## TASK BRIEF
For the entries below, report every line that includes the word "canvas".

··· TASK MATERIAL ···

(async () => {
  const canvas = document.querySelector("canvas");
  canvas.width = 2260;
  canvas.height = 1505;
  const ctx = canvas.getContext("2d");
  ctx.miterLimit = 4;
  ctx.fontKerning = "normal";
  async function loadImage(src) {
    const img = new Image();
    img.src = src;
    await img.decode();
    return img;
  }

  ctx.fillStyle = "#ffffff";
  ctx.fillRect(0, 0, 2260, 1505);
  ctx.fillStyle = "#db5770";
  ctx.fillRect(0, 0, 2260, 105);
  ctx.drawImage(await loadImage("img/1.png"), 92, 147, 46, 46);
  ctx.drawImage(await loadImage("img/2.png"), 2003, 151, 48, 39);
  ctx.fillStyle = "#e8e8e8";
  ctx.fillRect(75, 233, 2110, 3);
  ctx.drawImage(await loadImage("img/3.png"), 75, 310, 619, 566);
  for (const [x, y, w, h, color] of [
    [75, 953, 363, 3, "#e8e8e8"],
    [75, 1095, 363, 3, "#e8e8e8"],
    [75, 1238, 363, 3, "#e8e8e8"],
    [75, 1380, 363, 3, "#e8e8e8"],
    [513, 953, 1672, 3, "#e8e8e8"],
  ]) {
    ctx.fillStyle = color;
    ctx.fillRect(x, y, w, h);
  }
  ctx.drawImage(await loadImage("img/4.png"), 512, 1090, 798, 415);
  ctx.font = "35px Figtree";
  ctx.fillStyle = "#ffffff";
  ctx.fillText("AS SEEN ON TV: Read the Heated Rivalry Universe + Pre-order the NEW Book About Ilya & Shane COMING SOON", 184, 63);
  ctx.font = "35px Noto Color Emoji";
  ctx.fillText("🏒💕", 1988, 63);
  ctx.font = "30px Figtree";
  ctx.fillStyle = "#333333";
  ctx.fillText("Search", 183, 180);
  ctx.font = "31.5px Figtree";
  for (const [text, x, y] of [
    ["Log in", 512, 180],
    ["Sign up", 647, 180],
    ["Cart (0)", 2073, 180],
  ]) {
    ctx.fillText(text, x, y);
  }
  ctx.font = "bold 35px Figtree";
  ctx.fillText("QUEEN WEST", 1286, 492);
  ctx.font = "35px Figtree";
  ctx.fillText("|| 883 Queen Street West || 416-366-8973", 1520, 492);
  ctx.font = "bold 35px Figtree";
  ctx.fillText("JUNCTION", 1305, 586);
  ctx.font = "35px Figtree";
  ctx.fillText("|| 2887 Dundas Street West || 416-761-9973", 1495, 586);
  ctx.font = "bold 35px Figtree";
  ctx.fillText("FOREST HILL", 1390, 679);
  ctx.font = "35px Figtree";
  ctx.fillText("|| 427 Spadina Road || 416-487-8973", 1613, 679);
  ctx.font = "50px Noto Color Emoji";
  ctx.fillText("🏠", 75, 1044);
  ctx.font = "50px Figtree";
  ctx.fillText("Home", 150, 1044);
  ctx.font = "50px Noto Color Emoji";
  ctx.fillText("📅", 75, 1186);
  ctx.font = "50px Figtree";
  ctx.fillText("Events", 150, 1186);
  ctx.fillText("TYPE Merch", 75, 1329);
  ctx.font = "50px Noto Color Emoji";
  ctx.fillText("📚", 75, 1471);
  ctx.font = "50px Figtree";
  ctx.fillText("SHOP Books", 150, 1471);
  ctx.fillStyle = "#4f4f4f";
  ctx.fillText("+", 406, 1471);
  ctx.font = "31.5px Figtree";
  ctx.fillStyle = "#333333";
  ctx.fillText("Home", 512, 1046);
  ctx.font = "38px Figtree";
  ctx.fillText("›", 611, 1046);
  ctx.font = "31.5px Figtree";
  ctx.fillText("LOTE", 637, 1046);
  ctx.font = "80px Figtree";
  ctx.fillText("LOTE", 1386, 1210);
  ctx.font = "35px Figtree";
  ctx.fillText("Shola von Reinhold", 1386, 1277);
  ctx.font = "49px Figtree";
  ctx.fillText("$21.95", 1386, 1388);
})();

···

## TASK ANSWER
  const canvas = document.querySelector("canvas");
  canvas.width = 2260;
  canvas.height = 1505;
  const ctx = canvas.getContext("2d");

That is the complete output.